__TASK__:
Would you please copy each line of the listing that mentions "hand"?

------ MATERIAL PROVIDED ------

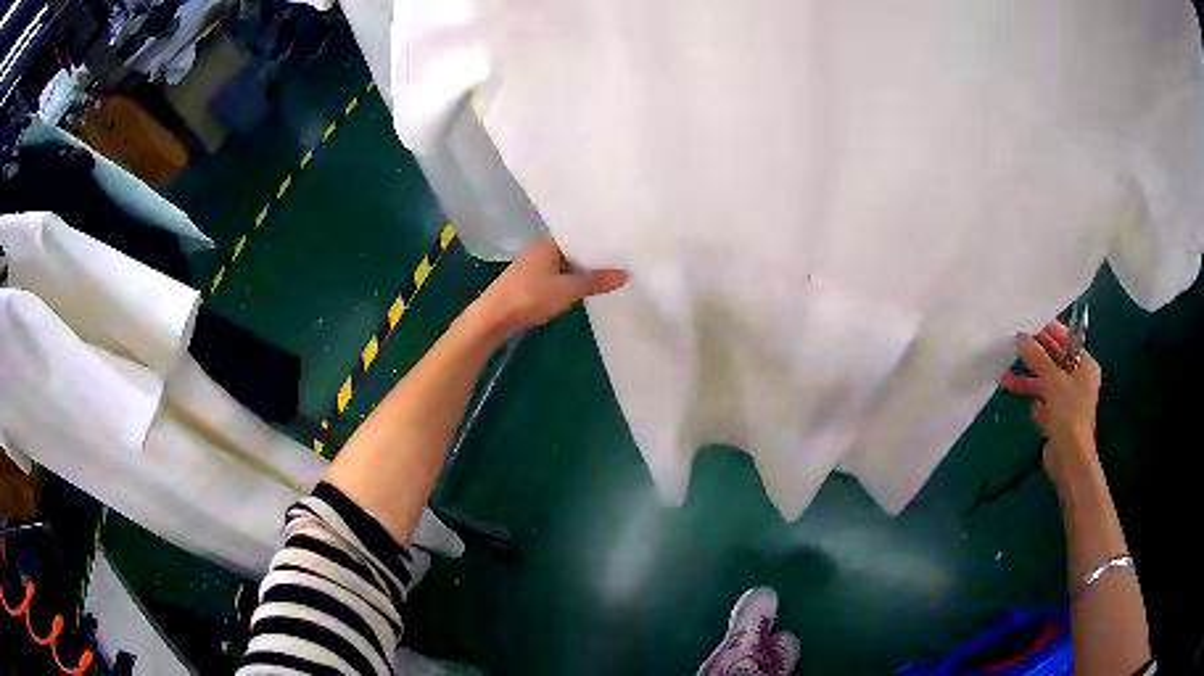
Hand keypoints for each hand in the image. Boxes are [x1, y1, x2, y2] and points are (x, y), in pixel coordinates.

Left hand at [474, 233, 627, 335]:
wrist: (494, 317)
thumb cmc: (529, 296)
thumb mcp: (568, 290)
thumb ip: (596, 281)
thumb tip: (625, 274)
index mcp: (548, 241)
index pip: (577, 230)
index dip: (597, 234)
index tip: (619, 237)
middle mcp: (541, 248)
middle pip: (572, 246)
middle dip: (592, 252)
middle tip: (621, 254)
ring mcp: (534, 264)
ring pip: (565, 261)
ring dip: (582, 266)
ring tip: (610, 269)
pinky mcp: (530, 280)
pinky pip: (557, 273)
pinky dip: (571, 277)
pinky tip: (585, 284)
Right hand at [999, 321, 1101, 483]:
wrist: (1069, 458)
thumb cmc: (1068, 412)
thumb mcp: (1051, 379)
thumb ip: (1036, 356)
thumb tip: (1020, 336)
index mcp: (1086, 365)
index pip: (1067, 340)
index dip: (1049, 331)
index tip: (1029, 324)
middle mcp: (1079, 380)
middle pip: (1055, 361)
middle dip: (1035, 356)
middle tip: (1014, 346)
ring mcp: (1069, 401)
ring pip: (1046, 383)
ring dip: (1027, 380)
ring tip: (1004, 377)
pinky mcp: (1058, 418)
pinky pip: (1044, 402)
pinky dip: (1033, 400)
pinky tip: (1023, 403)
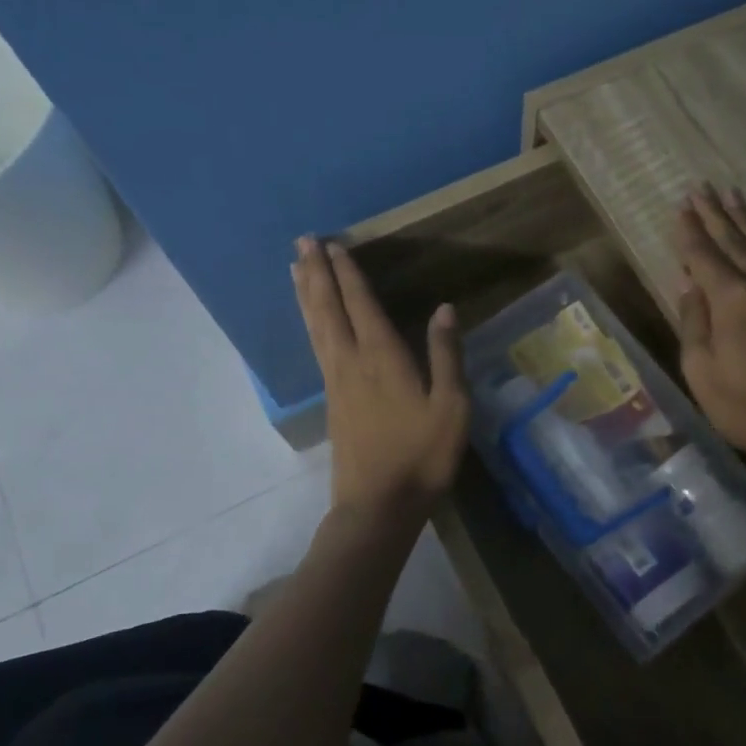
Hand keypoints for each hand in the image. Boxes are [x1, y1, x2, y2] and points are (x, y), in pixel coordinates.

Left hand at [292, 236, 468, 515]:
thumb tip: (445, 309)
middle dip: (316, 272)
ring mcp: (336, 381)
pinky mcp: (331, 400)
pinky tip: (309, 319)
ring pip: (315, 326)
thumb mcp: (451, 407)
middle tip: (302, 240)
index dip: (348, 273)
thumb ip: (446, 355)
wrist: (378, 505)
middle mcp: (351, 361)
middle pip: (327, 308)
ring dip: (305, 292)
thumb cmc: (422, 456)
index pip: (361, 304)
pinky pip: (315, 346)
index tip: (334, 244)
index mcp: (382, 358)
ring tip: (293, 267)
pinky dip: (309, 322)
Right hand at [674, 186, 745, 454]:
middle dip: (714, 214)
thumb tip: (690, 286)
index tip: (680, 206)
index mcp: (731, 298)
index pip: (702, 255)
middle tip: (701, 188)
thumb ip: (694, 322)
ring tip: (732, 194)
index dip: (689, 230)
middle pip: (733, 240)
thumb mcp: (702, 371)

------

__RESPONSE__:
Hand keypoints for each hand in the image. Boxes are [x1, y1, x2, y2] and points are (x, y), in pixel coordinates.
Left hand at [474, 233, 627, 335]:
Right hand at [999, 321, 1101, 483]:
Hand keypoints for each hand in the image. Boxes are [x1, y1, x2, y2] and points are (x, y), in pixel coordinates.
Left hand at [292, 236, 468, 515]:
Right hand at [674, 186, 745, 454]:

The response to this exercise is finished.